== Exercise objective ==
Print the whole listing again, exactly as it stands.

━━━━━━━━━━━━━━━━━━━━

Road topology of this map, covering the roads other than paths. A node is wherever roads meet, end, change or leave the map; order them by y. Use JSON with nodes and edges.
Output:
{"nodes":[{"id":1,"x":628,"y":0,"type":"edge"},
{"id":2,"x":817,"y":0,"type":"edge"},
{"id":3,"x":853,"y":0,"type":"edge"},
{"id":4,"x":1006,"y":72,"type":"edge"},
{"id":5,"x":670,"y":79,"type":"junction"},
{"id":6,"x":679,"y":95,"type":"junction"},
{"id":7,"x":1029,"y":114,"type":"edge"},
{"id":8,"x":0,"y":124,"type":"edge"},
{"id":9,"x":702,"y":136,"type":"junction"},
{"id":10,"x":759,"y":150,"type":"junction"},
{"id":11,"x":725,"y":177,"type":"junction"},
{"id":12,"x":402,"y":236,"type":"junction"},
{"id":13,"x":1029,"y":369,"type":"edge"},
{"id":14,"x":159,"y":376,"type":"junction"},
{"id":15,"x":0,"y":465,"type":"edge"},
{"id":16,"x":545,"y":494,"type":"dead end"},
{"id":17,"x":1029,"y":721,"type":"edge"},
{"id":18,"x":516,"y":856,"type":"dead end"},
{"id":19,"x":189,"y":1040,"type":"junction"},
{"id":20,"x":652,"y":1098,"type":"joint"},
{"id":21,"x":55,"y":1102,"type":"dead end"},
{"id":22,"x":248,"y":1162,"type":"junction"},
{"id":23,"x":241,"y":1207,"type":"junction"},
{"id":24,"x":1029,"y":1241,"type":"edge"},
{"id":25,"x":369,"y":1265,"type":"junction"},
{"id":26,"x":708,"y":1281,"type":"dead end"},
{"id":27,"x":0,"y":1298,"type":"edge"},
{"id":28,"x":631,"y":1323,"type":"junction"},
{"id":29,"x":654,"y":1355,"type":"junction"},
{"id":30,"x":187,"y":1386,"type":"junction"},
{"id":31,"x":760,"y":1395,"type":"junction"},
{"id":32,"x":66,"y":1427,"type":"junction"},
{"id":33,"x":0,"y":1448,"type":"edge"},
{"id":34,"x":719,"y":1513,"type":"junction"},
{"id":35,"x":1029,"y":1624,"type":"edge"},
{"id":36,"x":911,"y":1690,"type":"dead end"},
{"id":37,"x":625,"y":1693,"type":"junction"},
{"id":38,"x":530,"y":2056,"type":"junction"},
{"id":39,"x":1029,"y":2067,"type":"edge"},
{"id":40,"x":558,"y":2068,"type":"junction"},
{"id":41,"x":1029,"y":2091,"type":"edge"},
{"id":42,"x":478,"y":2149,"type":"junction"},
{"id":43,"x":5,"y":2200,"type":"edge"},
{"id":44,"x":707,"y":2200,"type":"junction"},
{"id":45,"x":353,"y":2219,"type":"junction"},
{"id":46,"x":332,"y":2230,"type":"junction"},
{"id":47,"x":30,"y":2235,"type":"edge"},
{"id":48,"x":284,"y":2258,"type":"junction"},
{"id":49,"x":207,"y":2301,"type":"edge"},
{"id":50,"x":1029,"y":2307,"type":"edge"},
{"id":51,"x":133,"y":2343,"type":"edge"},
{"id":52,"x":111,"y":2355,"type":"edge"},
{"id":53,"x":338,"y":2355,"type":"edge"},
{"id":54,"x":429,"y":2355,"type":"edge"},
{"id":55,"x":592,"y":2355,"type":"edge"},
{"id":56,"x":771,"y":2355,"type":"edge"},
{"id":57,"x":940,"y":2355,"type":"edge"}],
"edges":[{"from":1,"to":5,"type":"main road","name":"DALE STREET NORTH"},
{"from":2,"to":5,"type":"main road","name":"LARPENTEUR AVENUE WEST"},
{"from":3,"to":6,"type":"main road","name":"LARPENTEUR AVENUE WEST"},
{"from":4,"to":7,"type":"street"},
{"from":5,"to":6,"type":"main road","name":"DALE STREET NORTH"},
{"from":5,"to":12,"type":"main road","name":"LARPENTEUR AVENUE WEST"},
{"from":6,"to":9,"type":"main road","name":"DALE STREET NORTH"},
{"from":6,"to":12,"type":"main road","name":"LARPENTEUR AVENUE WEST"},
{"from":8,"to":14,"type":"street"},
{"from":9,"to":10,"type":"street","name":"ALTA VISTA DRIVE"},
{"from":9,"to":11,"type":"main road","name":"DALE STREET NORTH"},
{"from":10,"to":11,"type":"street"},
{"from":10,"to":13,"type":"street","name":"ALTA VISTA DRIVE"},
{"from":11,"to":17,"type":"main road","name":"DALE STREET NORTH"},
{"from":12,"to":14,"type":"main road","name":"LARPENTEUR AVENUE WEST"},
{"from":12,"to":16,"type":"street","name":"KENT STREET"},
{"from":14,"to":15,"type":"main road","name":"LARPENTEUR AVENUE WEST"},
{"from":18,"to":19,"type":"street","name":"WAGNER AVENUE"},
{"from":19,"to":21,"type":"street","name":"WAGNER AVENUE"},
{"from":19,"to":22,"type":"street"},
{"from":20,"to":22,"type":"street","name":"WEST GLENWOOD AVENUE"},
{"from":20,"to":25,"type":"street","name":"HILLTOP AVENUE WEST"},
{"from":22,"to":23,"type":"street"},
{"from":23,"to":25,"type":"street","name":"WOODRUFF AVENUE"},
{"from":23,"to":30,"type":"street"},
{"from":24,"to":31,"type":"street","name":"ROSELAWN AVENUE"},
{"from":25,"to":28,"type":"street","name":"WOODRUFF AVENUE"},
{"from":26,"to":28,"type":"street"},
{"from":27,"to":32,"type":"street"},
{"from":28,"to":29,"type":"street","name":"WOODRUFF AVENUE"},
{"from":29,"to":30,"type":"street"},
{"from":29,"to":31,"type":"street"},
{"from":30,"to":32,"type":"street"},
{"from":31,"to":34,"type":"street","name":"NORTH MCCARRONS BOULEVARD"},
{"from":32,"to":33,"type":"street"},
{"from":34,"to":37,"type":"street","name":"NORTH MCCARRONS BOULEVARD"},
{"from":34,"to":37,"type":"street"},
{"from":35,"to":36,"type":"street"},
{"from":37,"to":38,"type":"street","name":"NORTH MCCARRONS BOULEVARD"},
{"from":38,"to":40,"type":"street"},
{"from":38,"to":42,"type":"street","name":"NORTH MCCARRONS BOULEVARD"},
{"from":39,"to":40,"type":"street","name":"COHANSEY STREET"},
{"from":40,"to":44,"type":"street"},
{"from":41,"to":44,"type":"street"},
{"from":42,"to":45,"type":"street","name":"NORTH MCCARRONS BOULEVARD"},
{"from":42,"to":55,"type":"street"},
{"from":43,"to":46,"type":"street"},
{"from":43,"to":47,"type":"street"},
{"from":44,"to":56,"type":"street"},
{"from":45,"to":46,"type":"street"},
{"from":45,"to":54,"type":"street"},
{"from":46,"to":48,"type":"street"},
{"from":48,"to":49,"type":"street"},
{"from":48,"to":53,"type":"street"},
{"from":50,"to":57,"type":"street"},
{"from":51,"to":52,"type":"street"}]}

━━━━━━━━━━━━━━━━━━━━

== Result ==
Road topology of this map, covering the roads other than paths. A node is wherever roads meet, end, change or leave the map; order them by y. Use JSON with nodes and edges.
Output:
{"nodes":[{"id":1,"x":628,"y":0,"type":"edge"},
{"id":2,"x":817,"y":0,"type":"edge"},
{"id":3,"x":853,"y":0,"type":"edge"},
{"id":4,"x":1006,"y":72,"type":"edge"},
{"id":5,"x":670,"y":79,"type":"junction"},
{"id":6,"x":679,"y":95,"type":"junction"},
{"id":7,"x":1029,"y":114,"type":"edge"},
{"id":8,"x":0,"y":124,"type":"edge"},
{"id":9,"x":702,"y":136,"type":"junction"},
{"id":10,"x":759,"y":150,"type":"junction"},
{"id":11,"x":725,"y":177,"type":"junction"},
{"id":12,"x":402,"y":236,"type":"junction"},
{"id":13,"x":1029,"y":369,"type":"edge"},
{"id":14,"x":159,"y":376,"type":"junction"},
{"id":15,"x":0,"y":465,"type":"edge"},
{"id":16,"x":545,"y":494,"type":"dead end"},
{"id":17,"x":1029,"y":721,"type":"edge"},
{"id":18,"x":516,"y":856,"type":"dead end"},
{"id":19,"x":189,"y":1040,"type":"junction"},
{"id":20,"x":652,"y":1098,"type":"joint"},
{"id":21,"x":55,"y":1102,"type":"dead end"},
{"id":22,"x":248,"y":1162,"type":"junction"},
{"id":23,"x":241,"y":1207,"type":"junction"},
{"id":24,"x":1029,"y":1241,"type":"edge"},
{"id":25,"x":369,"y":1265,"type":"junction"},
{"id":26,"x":708,"y":1281,"type":"dead end"},
{"id":27,"x":0,"y":1298,"type":"edge"},
{"id":28,"x":631,"y":1323,"type":"junction"},
{"id":29,"x":654,"y":1355,"type":"junction"},
{"id":30,"x":187,"y":1386,"type":"junction"},
{"id":31,"x":760,"y":1395,"type":"junction"},
{"id":32,"x":66,"y":1427,"type":"junction"},
{"id":33,"x":0,"y":1448,"type":"edge"},
{"id":34,"x":719,"y":1513,"type":"junction"},
{"id":35,"x":1029,"y":1624,"type":"edge"},
{"id":36,"x":911,"y":1690,"type":"dead end"},
{"id":37,"x":625,"y":1693,"type":"junction"},
{"id":38,"x":530,"y":2056,"type":"junction"},
{"id":39,"x":1029,"y":2067,"type":"edge"},
{"id":40,"x":558,"y":2068,"type":"junction"},
{"id":41,"x":1029,"y":2091,"type":"edge"},
{"id":42,"x":478,"y":2149,"type":"junction"},
{"id":43,"x":5,"y":2200,"type":"edge"},
{"id":44,"x":707,"y":2200,"type":"junction"},
{"id":45,"x":353,"y":2219,"type":"junction"},
{"id":46,"x":332,"y":2230,"type":"junction"},
{"id":47,"x":30,"y":2235,"type":"edge"},
{"id":48,"x":284,"y":2258,"type":"junction"},
{"id":49,"x":207,"y":2301,"type":"edge"},
{"id":50,"x":1029,"y":2307,"type":"edge"},
{"id":51,"x":133,"y":2343,"type":"edge"},
{"id":52,"x":111,"y":2355,"type":"edge"},
{"id":53,"x":338,"y":2355,"type":"edge"},
{"id":54,"x":429,"y":2355,"type":"edge"},
{"id":55,"x":592,"y":2355,"type":"edge"},
{"id":56,"x":771,"y":2355,"type":"edge"},
{"id":57,"x":940,"y":2355,"type":"edge"}],
"edges":[{"from":1,"to":5,"type":"main road","name":"DALE STREET NORTH"},
{"from":2,"to":5,"type":"main road","name":"LARPENTEUR AVENUE WEST"},
{"from":3,"to":6,"type":"main road","name":"LARPENTEUR AVENUE WEST"},
{"from":4,"to":7,"type":"street"},
{"from":5,"to":6,"type":"main road","name":"DALE STREET NORTH"},
{"from":5,"to":12,"type":"main road","name":"LARPENTEUR AVENUE WEST"},
{"from":6,"to":9,"type":"main road","name":"DALE STREET NORTH"},
{"from":6,"to":12,"type":"main road","name":"LARPENTEUR AVENUE WEST"},
{"from":8,"to":14,"type":"street"},
{"from":9,"to":10,"type":"street","name":"ALTA VISTA DRIVE"},
{"from":9,"to":11,"type":"main road","name":"DALE STREET NORTH"},
{"from":10,"to":11,"type":"street"},
{"from":10,"to":13,"type":"street","name":"ALTA VISTA DRIVE"},
{"from":11,"to":17,"type":"main road","name":"DALE STREET NORTH"},
{"from":12,"to":14,"type":"main road","name":"LARPENTEUR AVENUE WEST"},
{"from":12,"to":16,"type":"street","name":"KENT STREET"},
{"from":14,"to":15,"type":"main road","name":"LARPENTEUR AVENUE WEST"},
{"from":18,"to":19,"type":"street","name":"WAGNER AVENUE"},
{"from":19,"to":21,"type":"street","name":"WAGNER AVENUE"},
{"from":19,"to":22,"type":"street"},
{"from":20,"to":22,"type":"street","name":"WEST GLENWOOD AVENUE"},
{"from":20,"to":25,"type":"street","name":"HILLTOP AVENUE WEST"},
{"from":22,"to":23,"type":"street"},
{"from":23,"to":25,"type":"street","name":"WOODRUFF AVENUE"},
{"from":23,"to":30,"type":"street"},
{"from":24,"to":31,"type":"street","name":"ROSELAWN AVENUE"},
{"from":25,"to":28,"type":"street","name":"WOODRUFF AVENUE"},
{"from":26,"to":28,"type":"street"},
{"from":27,"to":32,"type":"street"},
{"from":28,"to":29,"type":"street","name":"WOODRUFF AVENUE"},
{"from":29,"to":30,"type":"street"},
{"from":29,"to":31,"type":"street"},
{"from":30,"to":32,"type":"street"},
{"from":31,"to":34,"type":"street","name":"NORTH MCCARRONS BOULEVARD"},
{"from":32,"to":33,"type":"street"},
{"from":34,"to":37,"type":"street","name":"NORTH MCCARRONS BOULEVARD"},
{"from":34,"to":37,"type":"street"},
{"from":35,"to":36,"type":"street"},
{"from":37,"to":38,"type":"street","name":"NORTH MCCARRONS BOULEVARD"},
{"from":38,"to":40,"type":"street"},
{"from":38,"to":42,"type":"street","name":"NORTH MCCARRONS BOULEVARD"},
{"from":39,"to":40,"type":"street","name":"COHANSEY STREET"},
{"from":40,"to":44,"type":"street"},
{"from":41,"to":44,"type":"street"},
{"from":42,"to":45,"type":"street","name":"NORTH MCCARRONS BOULEVARD"},
{"from":42,"to":55,"type":"street"},
{"from":43,"to":46,"type":"street"},
{"from":43,"to":47,"type":"street"},
{"from":44,"to":56,"type":"street"},
{"from":45,"to":46,"type":"street"},
{"from":45,"to":54,"type":"street"},
{"from":46,"to":48,"type":"street"},
{"from":48,"to":49,"type":"street"},
{"from":48,"to":53,"type":"street"},
{"from":50,"to":57,"type":"street"},
{"from":51,"to":52,"type":"street"}]}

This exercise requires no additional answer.